Into the Darkness Page 6
As I got out of the car, I spied a couple of large barns, one open-ended and one with sliding metal doors that housed some kind of agricultural beast of a machine. A man with short grey hair, wearing blue overalls, leaned over the bonnet of a van parked in front of it, inspecting something in the engine bay as the motor idled.
‘Mr Graves?’ I shouted over the engine noise.
The man jumped and spun around.
‘Sorry, I didn’t mean to frighten you.’ I smiled. ‘I’m DS Carter. I’m investigating the murder of your neighbours, Mr and Mrs Jameson.’ I flashed my warrant card at him.
‘I didn’t hear you pull up.’ He patted the area where his heart was and gave me a grave smile. He was stocky, with the kind of physique that would’ve been muscly in his youth but was now turning to fat, late fifties, maybe, with a face that reflected a lifetime of working outdoors – red cheeks and skin like old leather. ‘I heard the terrible news. I’m still in shock about it all. Awful business.’ He shook his head and wiped his hands on a rag tucked in his pocket. ‘What’s the world coming to? Let’s go into the house and talk.’ He reached inside the van, turned off the engine, then pocketed the keys.
I followed him to his back door which led into a spacious, airy kitchen.

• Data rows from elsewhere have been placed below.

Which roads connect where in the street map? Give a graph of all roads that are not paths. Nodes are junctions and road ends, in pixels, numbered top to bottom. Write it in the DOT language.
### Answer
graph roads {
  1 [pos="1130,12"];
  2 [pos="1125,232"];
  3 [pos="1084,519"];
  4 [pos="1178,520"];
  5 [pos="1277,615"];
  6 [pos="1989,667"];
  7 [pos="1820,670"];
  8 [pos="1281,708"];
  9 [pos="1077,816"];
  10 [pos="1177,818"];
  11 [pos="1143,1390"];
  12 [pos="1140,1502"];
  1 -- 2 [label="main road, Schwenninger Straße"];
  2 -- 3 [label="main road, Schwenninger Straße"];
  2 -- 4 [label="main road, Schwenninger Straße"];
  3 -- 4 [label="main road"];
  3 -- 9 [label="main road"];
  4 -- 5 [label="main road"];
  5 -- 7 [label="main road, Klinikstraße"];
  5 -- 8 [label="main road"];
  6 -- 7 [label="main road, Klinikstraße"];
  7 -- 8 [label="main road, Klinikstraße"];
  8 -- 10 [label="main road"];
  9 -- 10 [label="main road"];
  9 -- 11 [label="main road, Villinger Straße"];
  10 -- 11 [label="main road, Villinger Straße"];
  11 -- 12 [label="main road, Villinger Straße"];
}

‘Want a cuppa?’ Bill reached for an old-style kettle before I had a chance to say yes. He filled it with water, lifted the lid of an ancient-looking Aga and placed the kettle on it. ‘Have a seat.’ He nodded towards a pine table not dissimilar to the one in the Jamesons’ kitchen.

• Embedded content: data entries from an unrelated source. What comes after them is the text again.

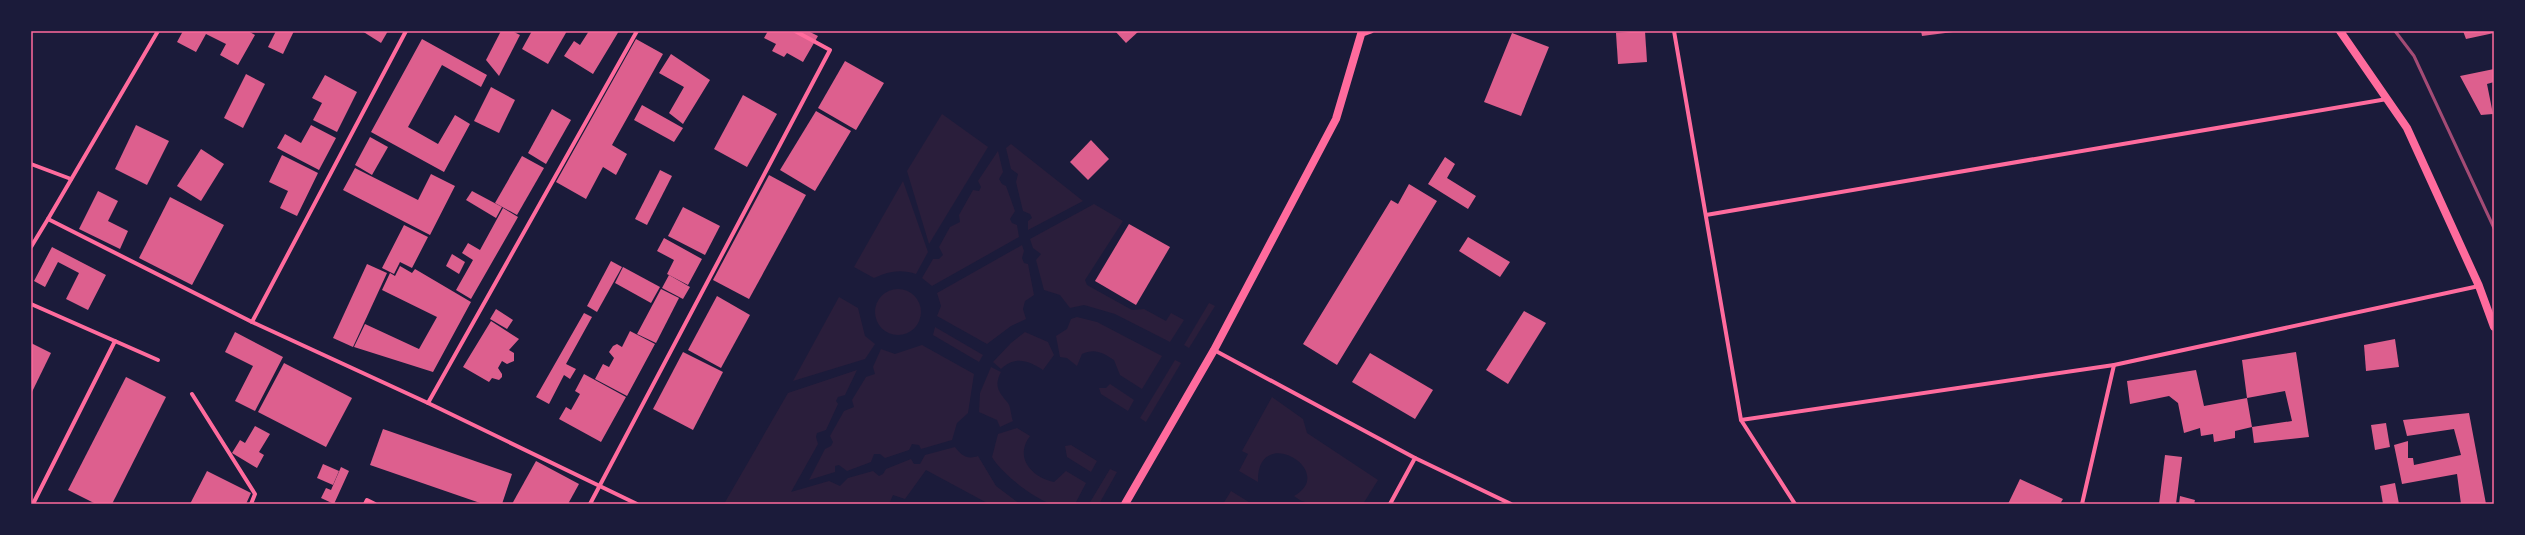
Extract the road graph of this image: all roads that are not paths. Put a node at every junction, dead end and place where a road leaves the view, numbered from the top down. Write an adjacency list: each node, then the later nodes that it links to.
1 (158, 31): 11 (street)
2 (406, 31): 17 (street)
3 (638, 31): 24 (street)
4 (795, 31): 27 (street)
5 (1372, 31): 8 (street)
6 (1674, 31): 12 (street)
7 (2340, 31): 9 (main road)
8 (1362, 33): 20 (main road)
9 (2387, 99): 12 (street); 15 (main road)
10 (31, 164): 11 (street)
11 (71, 179): 13 (street)
12 (1706, 215): 25 (street)
13 (48, 219): 14 (street); 17 (street)
14 (31, 247)
15 (2478, 286): 18 (main road); 22 (street)
16 (31, 304): 19 (street)
17 (252, 322): 24 (street)
18 (2494, 326)
19 (116, 341): 21 (street); 28 (street)
20 (1214, 350): 26 (street); 34 (main road)
21 (158, 360)
22 (2114, 365): 25 (street); 38 (street)
23 (192, 394): 29 (street)
24 (428, 403): 27 (street)
25 (1741, 420): 37 (street)
26 (1415, 458): 35 (street); 36 (street)
27 (600, 485): 32 (street); 33 (street)
28 (33, 504)
29 (251, 504)
30 (365, 504): 31 (street)
31 (375, 504)
32 (590, 504)
33 (637, 504)
34 (1124, 504)
35 (1390, 504)
36 (1511, 504)
37 (1795, 504)
38 (2082, 504)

‘Were you at home the day before yesterday?’ I asked.
‘Well, I was here in the afternoon.’ He ran his hands under the tap at the kitchen sink and washed them, his back to me. ‘I was pottering around out in the yard, doing a few odd jobs. But in the morning, I had some errands to run and went into town. I left about eight and got back about midday.’ He dried his hands on a tea towel and swung around to face me. ‘What time did it happen?’
‘We’re not a hundred per cent sure yet. Sometime between eight a.m. and eleven a.m.’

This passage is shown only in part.